The real secret of Clark’s success behind his sex appeal and talent is his great fund of common sense that never lets him lose his head. It made him make friends with all classes of people and endowed him with the sure inspiration to go into the war as an enlisted man when he could have entered practically as a general if he demanded it. It was that solid good Dutch common sense that made him finally choose Sylvia out of all the women who were constantly casting themselves at his head. The reason no news leaked out before their surprise marriage is because they conducted their courtship quietly at home—Sylvia’s home at the beach or Clark’s ranch. It was typical of both of them that for their marriage they chose the Alisal Ranch outside Santa Barbara and had only three friends with them. The three friends were: Sylvia’s sister as matron of honor, Howard Strickling, head of Metro-Goldwyn-Mayer publicity and Clark’s long time best friend as best man; also Jeanie Garceau, Clark’s secretary since the day he married Carole.
Maybe there was one final amusing note. Clark and Strickling between them thought they had the news sewed up so that it couldn’t possibly leak out until the marriage had taken place and Clark and Sylvia were safely out in the Lurline headed for a Honolulu honeymoon.

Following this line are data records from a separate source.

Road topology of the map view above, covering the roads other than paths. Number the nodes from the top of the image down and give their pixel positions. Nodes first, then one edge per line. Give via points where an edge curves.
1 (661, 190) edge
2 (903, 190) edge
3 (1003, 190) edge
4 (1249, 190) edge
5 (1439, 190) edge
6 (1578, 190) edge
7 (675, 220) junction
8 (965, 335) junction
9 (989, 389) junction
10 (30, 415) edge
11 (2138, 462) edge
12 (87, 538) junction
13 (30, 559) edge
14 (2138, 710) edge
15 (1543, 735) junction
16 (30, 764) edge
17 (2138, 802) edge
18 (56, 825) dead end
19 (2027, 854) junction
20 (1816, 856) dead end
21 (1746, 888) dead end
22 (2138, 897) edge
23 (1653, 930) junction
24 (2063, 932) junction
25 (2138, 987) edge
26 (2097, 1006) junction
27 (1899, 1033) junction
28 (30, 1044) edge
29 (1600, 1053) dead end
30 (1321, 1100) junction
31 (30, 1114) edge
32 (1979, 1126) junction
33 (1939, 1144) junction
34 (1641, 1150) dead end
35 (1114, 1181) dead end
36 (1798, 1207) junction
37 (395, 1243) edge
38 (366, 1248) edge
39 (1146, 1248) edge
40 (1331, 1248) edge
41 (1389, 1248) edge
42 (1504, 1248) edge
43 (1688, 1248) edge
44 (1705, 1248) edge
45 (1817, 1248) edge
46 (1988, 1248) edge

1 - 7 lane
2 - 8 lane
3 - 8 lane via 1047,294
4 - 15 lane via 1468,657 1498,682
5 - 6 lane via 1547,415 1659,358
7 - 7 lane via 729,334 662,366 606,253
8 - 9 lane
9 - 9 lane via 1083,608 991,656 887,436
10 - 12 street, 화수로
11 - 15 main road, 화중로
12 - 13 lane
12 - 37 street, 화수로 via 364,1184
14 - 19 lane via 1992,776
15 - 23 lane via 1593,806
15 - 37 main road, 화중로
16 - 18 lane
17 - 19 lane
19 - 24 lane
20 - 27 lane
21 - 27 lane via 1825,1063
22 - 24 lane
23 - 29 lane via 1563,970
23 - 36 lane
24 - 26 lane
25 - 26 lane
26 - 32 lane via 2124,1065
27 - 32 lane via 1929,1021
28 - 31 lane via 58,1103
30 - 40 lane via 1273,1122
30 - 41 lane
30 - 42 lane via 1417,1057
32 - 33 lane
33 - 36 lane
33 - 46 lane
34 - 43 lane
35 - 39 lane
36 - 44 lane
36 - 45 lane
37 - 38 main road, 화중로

They had made up their minds to get married on Sunday and had rushed out that afternoon to San Luis Obispo, a particularly sleepy California town, to arrange about the license and the blood test that are necessary for California marriages. They stayed completely out of sight until Monday when they had to go the San Luis Obispo town clerk’s office to sign the license. They carefully chose 12:20 noon to do this when everybody in town would be at lunch. But just as they were leaving the clerk’s office, down the street came the local Associated Press man. He’d been held up covering another story and when he spotted Gable with a license in his hand, he let out one yell and started running for the nearest telegraph office.
“Now isn’t that just the one day in the last five years that character would be late for lunch?” Clark said, grinning. Only he didn’t say “character.” Mr. Gable’s language was considerably saltier. It always is.